** Required work **
From the listing that follows, count the lines including "محمد" and give the number alone.

- Opening Delimiter -

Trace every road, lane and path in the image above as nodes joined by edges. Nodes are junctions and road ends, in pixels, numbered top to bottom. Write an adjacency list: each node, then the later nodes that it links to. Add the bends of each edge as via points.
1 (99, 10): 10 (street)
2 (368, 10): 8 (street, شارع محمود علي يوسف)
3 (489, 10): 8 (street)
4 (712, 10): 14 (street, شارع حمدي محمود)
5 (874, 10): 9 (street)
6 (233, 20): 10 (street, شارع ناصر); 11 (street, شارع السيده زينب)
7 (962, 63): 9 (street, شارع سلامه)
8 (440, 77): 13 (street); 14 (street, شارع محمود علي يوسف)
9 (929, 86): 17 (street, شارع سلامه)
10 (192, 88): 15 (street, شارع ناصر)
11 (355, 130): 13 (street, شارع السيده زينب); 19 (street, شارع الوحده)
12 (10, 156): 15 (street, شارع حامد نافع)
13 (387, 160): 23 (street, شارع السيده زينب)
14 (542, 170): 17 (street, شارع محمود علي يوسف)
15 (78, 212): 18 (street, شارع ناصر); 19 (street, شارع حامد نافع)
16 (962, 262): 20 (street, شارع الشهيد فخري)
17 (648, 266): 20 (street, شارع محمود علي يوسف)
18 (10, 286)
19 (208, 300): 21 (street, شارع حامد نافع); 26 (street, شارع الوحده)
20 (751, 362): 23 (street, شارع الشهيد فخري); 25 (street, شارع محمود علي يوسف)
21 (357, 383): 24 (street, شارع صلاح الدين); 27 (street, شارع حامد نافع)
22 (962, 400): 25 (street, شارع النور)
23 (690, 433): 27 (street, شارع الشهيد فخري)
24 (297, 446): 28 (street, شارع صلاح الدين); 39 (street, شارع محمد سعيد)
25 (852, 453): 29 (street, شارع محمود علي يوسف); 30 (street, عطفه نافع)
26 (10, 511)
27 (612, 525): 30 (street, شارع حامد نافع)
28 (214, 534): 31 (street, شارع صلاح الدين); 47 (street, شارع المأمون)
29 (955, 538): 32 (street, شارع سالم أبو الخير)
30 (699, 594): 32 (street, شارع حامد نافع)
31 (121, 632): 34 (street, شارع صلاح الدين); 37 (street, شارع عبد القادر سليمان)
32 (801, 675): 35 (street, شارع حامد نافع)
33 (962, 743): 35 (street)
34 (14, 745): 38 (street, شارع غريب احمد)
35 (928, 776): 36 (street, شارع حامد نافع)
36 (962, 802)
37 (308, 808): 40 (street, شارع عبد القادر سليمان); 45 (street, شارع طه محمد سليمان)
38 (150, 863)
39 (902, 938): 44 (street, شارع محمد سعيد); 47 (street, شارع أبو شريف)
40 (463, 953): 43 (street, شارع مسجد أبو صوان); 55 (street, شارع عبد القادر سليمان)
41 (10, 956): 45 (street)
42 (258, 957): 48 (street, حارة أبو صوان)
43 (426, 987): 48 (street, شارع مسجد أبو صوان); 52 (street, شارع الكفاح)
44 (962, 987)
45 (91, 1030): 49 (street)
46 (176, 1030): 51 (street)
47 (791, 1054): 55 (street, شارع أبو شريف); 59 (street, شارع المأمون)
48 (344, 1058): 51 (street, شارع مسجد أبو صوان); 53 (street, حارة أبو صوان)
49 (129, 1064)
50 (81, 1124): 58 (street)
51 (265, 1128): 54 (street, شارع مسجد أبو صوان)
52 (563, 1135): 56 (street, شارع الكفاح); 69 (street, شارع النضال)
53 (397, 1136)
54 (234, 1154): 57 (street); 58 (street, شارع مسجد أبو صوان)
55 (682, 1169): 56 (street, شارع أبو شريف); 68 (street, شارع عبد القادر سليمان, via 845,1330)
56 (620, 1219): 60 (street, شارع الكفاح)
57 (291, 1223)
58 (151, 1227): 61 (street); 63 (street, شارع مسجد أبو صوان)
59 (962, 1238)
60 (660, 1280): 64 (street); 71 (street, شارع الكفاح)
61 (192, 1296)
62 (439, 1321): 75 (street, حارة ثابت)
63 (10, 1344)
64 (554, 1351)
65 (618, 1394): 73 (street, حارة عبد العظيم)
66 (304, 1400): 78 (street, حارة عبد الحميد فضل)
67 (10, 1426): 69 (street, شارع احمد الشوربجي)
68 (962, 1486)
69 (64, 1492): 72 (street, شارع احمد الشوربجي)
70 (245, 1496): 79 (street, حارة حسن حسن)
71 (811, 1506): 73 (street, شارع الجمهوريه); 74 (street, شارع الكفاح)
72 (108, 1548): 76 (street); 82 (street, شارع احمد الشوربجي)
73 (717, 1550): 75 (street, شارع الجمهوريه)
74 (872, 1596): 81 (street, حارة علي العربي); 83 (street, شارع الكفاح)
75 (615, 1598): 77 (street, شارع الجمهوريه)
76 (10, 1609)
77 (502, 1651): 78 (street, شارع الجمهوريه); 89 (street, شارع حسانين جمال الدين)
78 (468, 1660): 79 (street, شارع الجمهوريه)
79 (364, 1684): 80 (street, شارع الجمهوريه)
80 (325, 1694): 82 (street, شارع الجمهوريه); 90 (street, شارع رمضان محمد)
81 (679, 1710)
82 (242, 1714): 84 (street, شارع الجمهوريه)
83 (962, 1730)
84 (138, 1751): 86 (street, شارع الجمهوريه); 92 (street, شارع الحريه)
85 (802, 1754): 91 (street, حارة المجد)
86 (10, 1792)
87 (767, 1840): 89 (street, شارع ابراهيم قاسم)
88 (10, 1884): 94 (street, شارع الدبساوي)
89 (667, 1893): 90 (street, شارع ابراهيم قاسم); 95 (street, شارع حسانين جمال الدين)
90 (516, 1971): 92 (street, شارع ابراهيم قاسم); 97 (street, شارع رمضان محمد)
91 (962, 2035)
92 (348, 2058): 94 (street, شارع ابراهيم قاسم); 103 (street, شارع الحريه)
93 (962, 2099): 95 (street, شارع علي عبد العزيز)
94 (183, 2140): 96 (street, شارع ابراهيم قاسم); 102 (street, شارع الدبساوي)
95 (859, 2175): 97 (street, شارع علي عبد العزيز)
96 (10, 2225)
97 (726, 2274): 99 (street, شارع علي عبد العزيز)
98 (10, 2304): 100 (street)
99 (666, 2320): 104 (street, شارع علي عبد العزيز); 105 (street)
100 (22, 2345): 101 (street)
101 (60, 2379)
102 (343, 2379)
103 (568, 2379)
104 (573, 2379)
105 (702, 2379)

- Closing Delimiter -

** Finished exercise **
5